This is the end of day three of me sitting in a chair in my garage and writing things and doing podcasts and calling that my job, instead of sitting in an office building in San Francisco and doing various things and calling that my job.

It started in Portland, where I was attending the excellent XOXO festival. On the plane up I wrote a farewell to Macworld print for The Verge. After XOXO was over, I took the train to Seattle with Glenn and along the way wrote my iPhone 6/6 Plus review for Macworld.

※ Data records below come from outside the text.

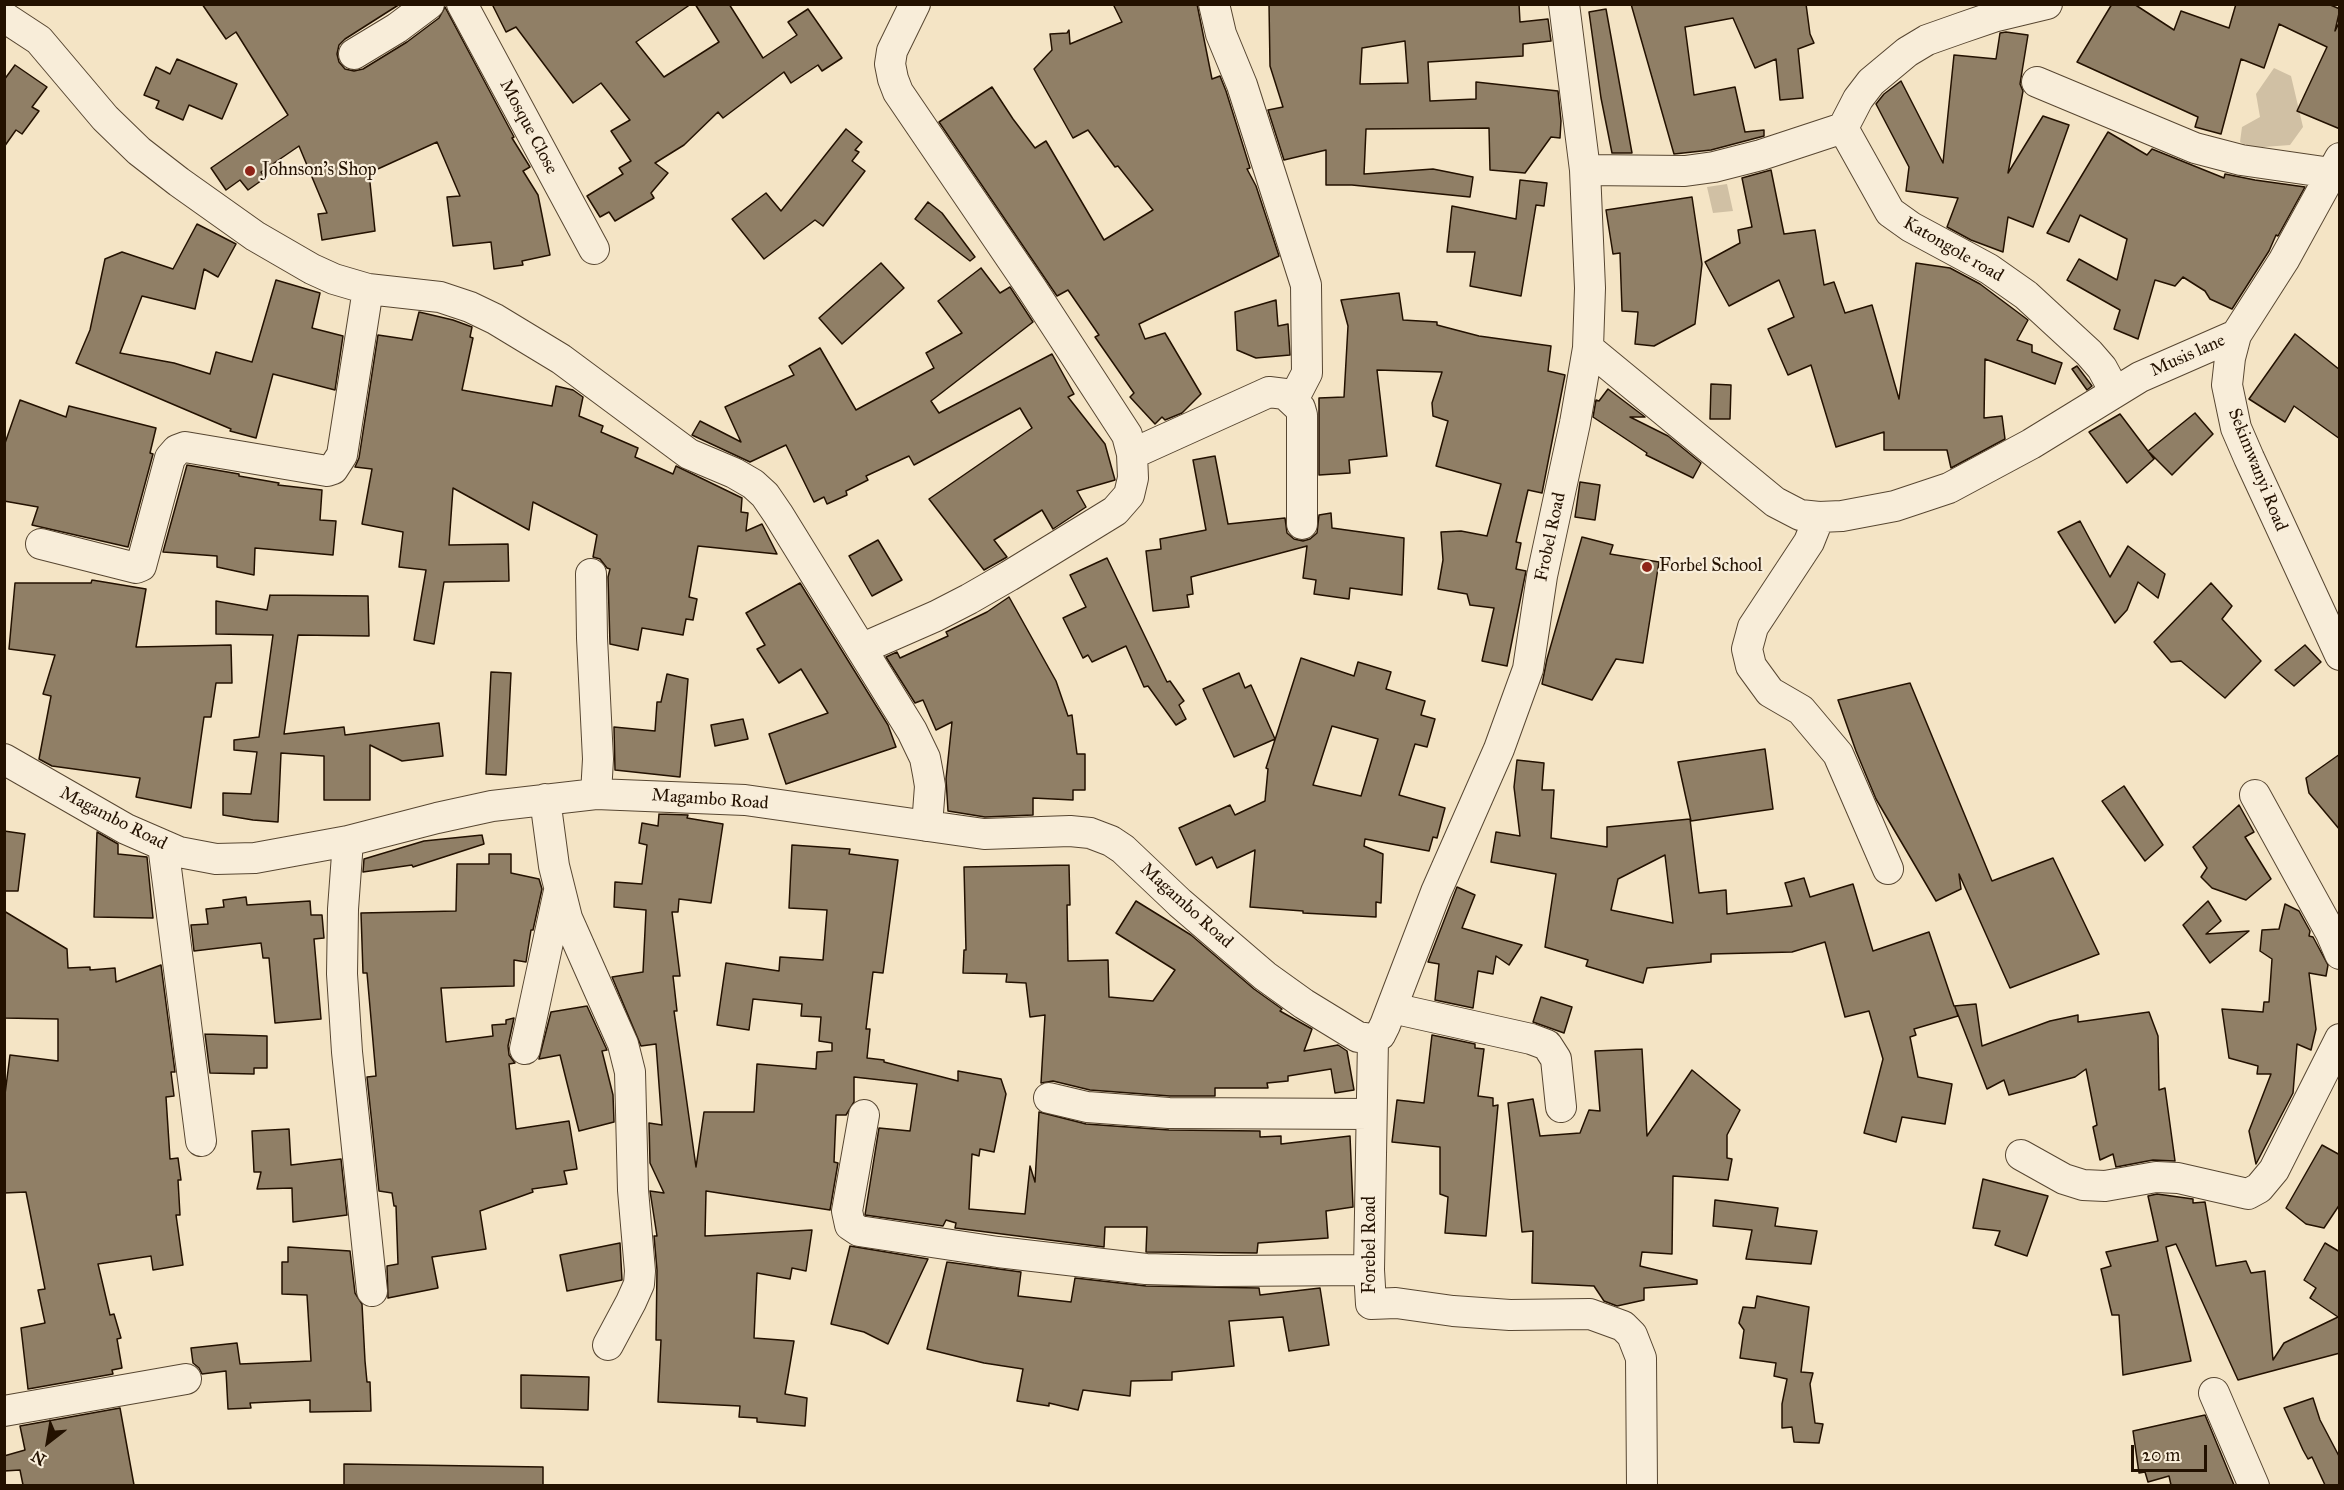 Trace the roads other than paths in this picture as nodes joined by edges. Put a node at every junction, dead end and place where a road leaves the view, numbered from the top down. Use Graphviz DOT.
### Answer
graph roads {
  1 [pos="429,4"];
  2 [pos="462,4"];
  3 [pos="915,4"];
  4 [pos="1214,4"];
  5 [pos="1564,4"];
  6 [pos="2047,4"];
  7 [pos="4,17"];
  8 [pos="354,54"];
  9 [pos="2037,82"];
  10 [pos="1843,128"];
  11 [pos="2335,166"];
  12 [pos="1585,170"];
  13 [pos="594,249"];
  14 [pos="368,289"];
  15 [pos="2236,335"];
  16 [pos="1588,348"];
  17 [pos="2128,385"];
  18 [pos="1293,400"];
  19 [pos="1132,454"];
  20 [pos="1819,517"];
  21 [pos="1302,524"];
  22 [pos="41,544"];
  23 [pos="591,574"];
  24 [pos="862,648"];
  25 [pos="2340,655"];
  26 [pos="4,759"];
  27 [pos="596,794"];
  28 [pos="2255,795"];
  29 [pos="545,799"];
  30 [pos="927,826"];
  31 [pos="348,841"];
  32 [pos="163,845"];
  33 [pos="1888,868"];
  34 [pos="559,891"];
  35 [pos="2340,954"];
  36 [pos="1392,1008"];
  37 [pos="1373,1039"];
  38 [pos="2340,1039"];
  39 [pos="525,1049"];
  40 [pos="1049,1098"];
  41 [pos="1561,1107"];
  42 [pos="864,1114"];
  43 [pos="1371,1114"];
  44 [pos="201,1141"];
  45 [pos="2021,1155"];
  46 [pos="1369,1270"];
  47 [pos="372,1291"];
  48 [pos="608,1345"];
  49 [pos="186,1379"];
  50 [pos="2214,1393"];
  51 [pos="4,1411"];
  52 [pos="1642,1485"];
  53 [pos="2254,1485"];
  1 -- 8 [label="street"];
  2 -- 13 [label="street, Mosque Close"];
  3 -- 19 [label="street"];
  4 -- 18 [label="street"];
  5 -- 12 [label="street, Frobel Road"];
  6 -- 10 [label="street"];
  7 -- 14 [label="street"];
  9 -- 11 [label="street"];
  10 -- 12 [label="street"];
  10 -- 17 [label="street, Katongole road"];
  11 -- 15 [label="street, Sekimwanyi Road"];
  12 -- 16 [label="street, Frobel Road"];
  14 -- 22 [label="street"];
  14 -- 24 [label="street"];
  15 -- 17 [label="street, Musis lane"];
  15 -- 25 [label="street, Sekimwanyi Road"];
  16 -- 20 [label="street, Musis lane"];
  16 -- 36 [label="street, Frobel Road"];
  17 -- 20 [label="street, Musis lane"];
  18 -- 19 [label="street"];
  18 -- 21 [label="street"];
  19 -- 24 [label="street"];
  20 -- 33 [label="street"];
  23 -- 27 [label="street"];
  24 -- 30 [label="street"];
  26 -- 32 [label="street, Magambo Road"];
  27 -- 29 [label="street, Magambo Road"];
  27 -- 30 [label="street, Magambo Road"];
  28 -- 35 [label="street"];
  29 -- 31 [label="street, Magambo Road"];
  29 -- 34 [label="street"];
  30 -- 37 [label="street, Magambo Road"];
  31 -- 32 [label="street, Magambo Road"];
  31 -- 47 [label="street"];
  32 -- 44 [label="street"];
  34 -- 39 [label="street"];
  34 -- 48 [label="street"];
  36 -- 37 [label="street, Frobel Road"];
  36 -- 41 [label="street"];
  37 -- 43 [label="street, Forebel Road"];
  38 -- 45 [label="street"];
  40 -- 43 [label="street"];
  42 -- 46 [label="street"];
  43 -- 46 [label="street, Forebel Road"];
  46 -- 52 [label="street, Forebel Road"];
  49 -- 51 [label="street"];
  50 -- 53 [label="street"];
}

On the flight down from Seattle on Tuesday I wrote the first of five pieces I’ve written for Six Colors this week, then rushed home and launched the site the moment the Apple embargo lifted. Simultaneously I posted the first episode of the Upgrade podcast over at Relay FM.

Finally, today I posted the first episode of a new TV podcast with Tim Goodman, the chief television critic at The Hollywood Reporter.

It was also Parents’ Night at my daughter’s middle school this week. I don’t think I mentioned that.

Or to put it another way, this was the first week of the rest of my life. Thanks to all of you for joining me on the ride.


Clockwise 54: Government in exile ↦

I neglected to mention this the other day, but we posted an episode of the Clockwise podcast this week. It’s gone from TechHive and moving to Relay FM, but isn’t there quite yet, so this episode is posted at Soundcloud. Dan Moren and I are joined by our former IDG colleagues Dan Frakes and Philip Michaels to discuss iPhone 6 and 6 Plus, an overabundance of apps from single vendors, and our favorite iOS 8 features.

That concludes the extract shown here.